*WORK TASK:* Return the entries below word for word. No picture belongs in the copy.

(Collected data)
☆ ☆ ☆ ☆

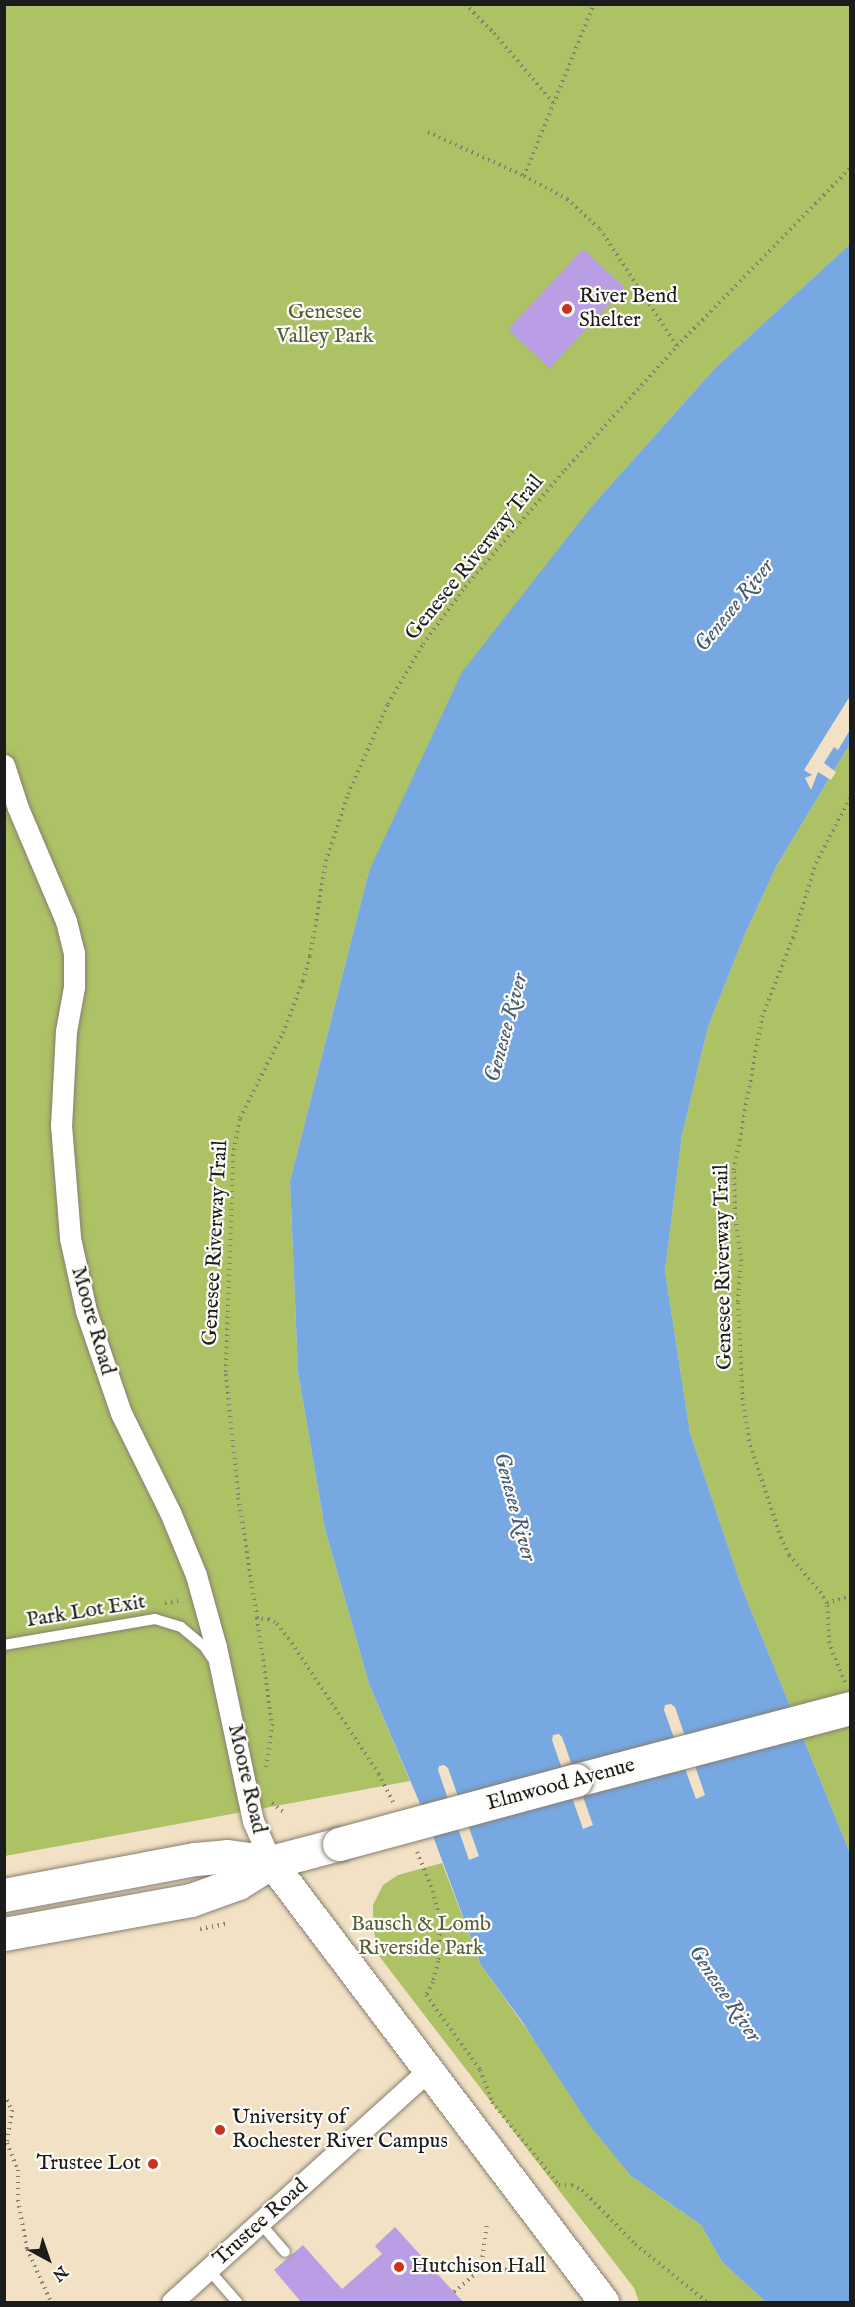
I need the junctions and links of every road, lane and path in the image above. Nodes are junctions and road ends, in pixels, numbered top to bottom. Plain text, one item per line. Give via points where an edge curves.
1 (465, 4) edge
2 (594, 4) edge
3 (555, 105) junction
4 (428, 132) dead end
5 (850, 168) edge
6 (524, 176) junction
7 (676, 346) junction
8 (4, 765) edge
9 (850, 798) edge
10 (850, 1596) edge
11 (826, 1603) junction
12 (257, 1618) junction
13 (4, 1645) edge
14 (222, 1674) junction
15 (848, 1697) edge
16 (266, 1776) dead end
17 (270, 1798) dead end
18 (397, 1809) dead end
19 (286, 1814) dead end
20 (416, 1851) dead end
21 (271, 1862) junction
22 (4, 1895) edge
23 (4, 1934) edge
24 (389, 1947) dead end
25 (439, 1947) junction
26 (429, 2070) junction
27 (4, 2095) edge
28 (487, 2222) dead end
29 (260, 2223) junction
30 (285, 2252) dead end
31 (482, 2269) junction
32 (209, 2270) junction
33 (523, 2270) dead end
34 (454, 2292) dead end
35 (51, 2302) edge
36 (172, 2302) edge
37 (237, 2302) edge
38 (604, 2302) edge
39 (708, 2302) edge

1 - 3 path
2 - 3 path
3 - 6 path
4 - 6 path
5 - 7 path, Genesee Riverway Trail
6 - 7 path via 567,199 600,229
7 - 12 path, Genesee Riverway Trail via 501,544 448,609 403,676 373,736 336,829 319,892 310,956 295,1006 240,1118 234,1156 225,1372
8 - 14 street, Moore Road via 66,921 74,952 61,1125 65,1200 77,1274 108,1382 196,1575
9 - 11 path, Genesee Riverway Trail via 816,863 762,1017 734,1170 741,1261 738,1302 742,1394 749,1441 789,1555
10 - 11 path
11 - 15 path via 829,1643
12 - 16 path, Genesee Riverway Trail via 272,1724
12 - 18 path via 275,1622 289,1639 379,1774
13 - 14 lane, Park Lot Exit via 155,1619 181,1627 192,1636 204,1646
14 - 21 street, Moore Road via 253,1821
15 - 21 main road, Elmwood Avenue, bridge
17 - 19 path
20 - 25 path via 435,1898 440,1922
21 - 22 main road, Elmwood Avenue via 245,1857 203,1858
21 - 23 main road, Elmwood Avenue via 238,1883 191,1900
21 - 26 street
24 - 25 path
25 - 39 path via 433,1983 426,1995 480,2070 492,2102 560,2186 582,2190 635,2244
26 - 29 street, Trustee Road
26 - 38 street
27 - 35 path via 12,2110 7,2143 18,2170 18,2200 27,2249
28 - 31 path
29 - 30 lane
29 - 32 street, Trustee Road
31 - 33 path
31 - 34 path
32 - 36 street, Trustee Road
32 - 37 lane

☆ ☆ ☆ ☆

*WRITTEN RESPONSE:*
I need the junctions and links of every road, lane and path in the image above. Nodes are junctions and road ends, in pixels, numbered top to bottom. Plain text, one item per line. Give via points where an edge curves.
1 (465, 4) edge
2 (594, 4) edge
3 (555, 105) junction
4 (428, 132) dead end
5 (850, 168) edge
6 (524, 176) junction
7 (676, 346) junction
8 (4, 765) edge
9 (850, 798) edge
10 (850, 1596) edge
11 (826, 1603) junction
12 (257, 1618) junction
13 (4, 1645) edge
14 (222, 1674) junction
15 (848, 1697) edge
16 (266, 1776) dead end
17 (270, 1798) dead end
18 (397, 1809) dead end
19 (286, 1814) dead end
20 (416, 1851) dead end
21 (271, 1862) junction
22 (4, 1895) edge
23 (4, 1934) edge
24 (389, 1947) dead end
25 (439, 1947) junction
26 (429, 2070) junction
27 (4, 2095) edge
28 (487, 2222) dead end
29 (260, 2223) junction
30 (285, 2252) dead end
31 (482, 2269) junction
32 (209, 2270) junction
33 (523, 2270) dead end
34 (454, 2292) dead end
35 (51, 2302) edge
36 (172, 2302) edge
37 (237, 2302) edge
38 (604, 2302) edge
39 (708, 2302) edge

1 - 3 path
2 - 3 path
3 - 6 path
4 - 6 path
5 - 7 path, Genesee Riverway Trail
6 - 7 path via 567,199 600,229
7 - 12 path, Genesee Riverway Trail via 501,544 448,609 403,676 373,736 336,829 319,892 310,956 295,1006 240,1118 234,1156 225,1372
8 - 14 street, Moore Road via 66,921 74,952 61,1125 65,1200 77,1274 108,1382 196,1575
9 - 11 path, Genesee Riverway Trail via 816,863 762,1017 734,1170 741,1261 738,1302 742,1394 749,1441 789,1555
10 - 11 path
11 - 15 path via 829,1643
12 - 16 path, Genesee Riverway Trail via 272,1724
12 - 18 path via 275,1622 289,1639 379,1774
13 - 14 lane, Park Lot Exit via 155,1619 181,1627 192,1636 204,1646
14 - 21 street, Moore Road via 253,1821
15 - 21 main road, Elmwood Avenue, bridge
17 - 19 path
20 - 25 path via 435,1898 440,1922
21 - 22 main road, Elmwood Avenue via 245,1857 203,1858
21 - 23 main road, Elmwood Avenue via 238,1883 191,1900
21 - 26 street
24 - 25 path
25 - 39 path via 433,1983 426,1995 480,2070 492,2102 560,2186 582,2190 635,2244
26 - 29 street, Trustee Road
26 - 38 street
27 - 35 path via 12,2110 7,2143 18,2170 18,2200 27,2249
28 - 31 path
29 - 30 lane
29 - 32 street, Trustee Road
31 - 33 path
31 - 34 path
32 - 36 street, Trustee Road
32 - 37 lane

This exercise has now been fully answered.